Your assignment:
A single number is required: the count of lines in the records below that contain the word "Édouard".

Stored data:
════════════════
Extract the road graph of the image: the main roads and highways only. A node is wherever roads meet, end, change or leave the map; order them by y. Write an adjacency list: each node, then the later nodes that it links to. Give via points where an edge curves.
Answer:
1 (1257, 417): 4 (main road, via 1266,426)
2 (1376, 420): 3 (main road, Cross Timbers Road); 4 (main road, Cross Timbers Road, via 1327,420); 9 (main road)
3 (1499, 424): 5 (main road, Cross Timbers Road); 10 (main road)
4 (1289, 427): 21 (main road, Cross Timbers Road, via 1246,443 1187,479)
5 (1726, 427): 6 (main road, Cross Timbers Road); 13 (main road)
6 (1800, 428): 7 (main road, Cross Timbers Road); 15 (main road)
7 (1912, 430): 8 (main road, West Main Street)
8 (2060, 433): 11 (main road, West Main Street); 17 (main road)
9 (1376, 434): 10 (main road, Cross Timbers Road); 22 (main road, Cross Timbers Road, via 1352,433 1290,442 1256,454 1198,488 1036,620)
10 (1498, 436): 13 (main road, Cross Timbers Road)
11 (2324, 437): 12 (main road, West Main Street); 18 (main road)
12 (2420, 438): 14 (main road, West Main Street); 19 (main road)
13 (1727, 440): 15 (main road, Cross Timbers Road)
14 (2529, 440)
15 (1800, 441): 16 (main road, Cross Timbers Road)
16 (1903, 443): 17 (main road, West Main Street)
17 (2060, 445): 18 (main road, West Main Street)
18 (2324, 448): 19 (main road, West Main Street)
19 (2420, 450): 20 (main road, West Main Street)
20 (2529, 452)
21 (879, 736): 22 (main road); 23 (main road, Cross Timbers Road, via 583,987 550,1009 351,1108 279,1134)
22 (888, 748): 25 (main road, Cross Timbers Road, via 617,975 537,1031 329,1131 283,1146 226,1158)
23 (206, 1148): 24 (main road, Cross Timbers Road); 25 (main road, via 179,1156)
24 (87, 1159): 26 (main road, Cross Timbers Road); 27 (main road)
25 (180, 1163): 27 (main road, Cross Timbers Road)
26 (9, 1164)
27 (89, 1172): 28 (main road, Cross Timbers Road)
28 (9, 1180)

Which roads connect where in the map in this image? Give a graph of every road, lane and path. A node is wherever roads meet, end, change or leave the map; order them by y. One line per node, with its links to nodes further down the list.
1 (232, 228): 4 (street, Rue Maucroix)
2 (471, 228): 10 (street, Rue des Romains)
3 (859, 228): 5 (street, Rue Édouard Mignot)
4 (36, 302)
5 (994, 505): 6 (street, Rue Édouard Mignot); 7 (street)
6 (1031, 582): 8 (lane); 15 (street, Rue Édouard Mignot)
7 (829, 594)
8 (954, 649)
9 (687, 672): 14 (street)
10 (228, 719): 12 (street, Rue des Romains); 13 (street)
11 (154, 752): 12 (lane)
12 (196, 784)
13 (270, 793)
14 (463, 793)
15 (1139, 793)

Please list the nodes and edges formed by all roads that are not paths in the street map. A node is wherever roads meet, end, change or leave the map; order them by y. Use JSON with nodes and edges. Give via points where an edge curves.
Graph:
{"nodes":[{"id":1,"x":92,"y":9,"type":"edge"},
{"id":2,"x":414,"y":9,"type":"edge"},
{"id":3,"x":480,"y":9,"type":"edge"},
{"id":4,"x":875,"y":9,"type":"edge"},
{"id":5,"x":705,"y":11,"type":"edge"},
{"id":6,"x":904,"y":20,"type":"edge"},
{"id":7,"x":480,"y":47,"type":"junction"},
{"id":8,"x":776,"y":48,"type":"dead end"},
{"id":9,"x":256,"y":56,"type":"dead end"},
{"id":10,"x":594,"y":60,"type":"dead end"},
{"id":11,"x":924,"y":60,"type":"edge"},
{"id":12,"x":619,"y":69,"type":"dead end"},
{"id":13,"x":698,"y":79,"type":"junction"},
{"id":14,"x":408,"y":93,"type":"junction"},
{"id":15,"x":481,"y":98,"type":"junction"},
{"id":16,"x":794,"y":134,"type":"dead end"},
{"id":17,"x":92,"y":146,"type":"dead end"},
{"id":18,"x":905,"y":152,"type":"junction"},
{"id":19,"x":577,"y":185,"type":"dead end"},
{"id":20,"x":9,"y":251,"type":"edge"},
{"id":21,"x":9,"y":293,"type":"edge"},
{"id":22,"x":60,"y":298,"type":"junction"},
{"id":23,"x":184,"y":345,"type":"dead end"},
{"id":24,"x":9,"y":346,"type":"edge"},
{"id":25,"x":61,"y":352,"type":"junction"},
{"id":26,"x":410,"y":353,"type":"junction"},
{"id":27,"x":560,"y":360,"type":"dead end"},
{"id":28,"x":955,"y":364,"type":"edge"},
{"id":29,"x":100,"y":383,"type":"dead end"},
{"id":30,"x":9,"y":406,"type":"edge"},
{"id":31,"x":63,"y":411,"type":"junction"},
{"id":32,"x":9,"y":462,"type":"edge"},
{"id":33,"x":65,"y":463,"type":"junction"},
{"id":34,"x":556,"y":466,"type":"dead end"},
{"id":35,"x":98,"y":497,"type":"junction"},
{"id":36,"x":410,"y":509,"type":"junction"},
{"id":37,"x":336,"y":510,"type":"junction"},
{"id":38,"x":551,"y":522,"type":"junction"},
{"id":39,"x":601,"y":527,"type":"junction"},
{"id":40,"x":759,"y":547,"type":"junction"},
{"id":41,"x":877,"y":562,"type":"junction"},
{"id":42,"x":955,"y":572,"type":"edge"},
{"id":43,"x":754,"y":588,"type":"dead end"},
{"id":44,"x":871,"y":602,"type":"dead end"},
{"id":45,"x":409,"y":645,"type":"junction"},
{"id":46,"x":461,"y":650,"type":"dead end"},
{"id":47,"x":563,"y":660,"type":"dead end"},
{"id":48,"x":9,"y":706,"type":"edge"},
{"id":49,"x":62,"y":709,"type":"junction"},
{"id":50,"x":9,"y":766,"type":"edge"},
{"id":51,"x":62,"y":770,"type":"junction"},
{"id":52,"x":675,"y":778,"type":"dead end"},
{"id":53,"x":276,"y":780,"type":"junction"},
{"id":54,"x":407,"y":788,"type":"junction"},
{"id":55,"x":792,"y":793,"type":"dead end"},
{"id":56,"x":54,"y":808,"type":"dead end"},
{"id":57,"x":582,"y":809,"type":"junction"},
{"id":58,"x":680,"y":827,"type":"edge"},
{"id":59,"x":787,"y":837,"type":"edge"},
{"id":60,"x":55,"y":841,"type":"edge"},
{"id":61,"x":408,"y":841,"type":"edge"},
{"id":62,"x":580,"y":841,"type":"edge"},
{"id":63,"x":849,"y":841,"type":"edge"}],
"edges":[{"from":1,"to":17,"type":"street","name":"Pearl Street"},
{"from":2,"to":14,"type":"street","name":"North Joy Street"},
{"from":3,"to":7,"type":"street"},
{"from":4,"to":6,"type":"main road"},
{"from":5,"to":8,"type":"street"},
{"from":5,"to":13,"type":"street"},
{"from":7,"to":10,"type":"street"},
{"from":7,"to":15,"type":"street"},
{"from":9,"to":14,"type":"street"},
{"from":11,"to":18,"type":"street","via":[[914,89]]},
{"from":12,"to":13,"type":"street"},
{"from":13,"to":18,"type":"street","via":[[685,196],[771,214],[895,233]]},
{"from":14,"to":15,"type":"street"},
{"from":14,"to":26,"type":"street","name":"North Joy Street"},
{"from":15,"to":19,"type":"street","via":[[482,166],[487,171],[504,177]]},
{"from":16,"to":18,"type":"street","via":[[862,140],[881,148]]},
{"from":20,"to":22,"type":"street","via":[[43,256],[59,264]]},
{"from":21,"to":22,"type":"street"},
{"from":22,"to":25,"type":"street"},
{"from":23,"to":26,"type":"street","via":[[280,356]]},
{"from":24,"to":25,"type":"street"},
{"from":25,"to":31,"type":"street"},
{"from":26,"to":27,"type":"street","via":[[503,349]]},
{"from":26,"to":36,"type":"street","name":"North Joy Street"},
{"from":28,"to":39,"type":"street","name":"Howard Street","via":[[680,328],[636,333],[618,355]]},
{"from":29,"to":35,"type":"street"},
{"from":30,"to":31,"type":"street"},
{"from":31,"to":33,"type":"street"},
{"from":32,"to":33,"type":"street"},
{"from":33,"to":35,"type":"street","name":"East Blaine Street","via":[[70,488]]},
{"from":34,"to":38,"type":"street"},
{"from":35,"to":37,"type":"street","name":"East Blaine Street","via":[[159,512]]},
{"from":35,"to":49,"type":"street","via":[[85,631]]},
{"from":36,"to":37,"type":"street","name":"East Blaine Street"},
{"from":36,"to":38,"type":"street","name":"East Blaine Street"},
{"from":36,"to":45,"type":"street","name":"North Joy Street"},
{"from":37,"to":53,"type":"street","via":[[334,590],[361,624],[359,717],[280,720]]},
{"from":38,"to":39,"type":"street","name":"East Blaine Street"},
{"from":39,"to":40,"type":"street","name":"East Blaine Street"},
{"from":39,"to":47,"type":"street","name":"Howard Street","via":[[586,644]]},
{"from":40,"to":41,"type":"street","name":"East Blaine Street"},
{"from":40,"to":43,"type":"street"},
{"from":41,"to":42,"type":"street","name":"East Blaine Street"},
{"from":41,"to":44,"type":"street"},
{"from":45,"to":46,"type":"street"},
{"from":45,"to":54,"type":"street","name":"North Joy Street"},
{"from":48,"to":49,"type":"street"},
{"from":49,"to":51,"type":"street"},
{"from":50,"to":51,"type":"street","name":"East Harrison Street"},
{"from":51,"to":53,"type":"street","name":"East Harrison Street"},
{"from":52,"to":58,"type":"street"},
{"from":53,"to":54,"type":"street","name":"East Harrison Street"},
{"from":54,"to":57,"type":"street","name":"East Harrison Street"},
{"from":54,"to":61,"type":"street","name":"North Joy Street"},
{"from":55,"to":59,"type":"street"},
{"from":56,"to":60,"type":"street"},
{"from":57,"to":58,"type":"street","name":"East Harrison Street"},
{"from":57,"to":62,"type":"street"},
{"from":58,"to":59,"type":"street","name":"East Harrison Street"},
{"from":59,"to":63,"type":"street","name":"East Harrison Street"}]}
════════════════
Response:
3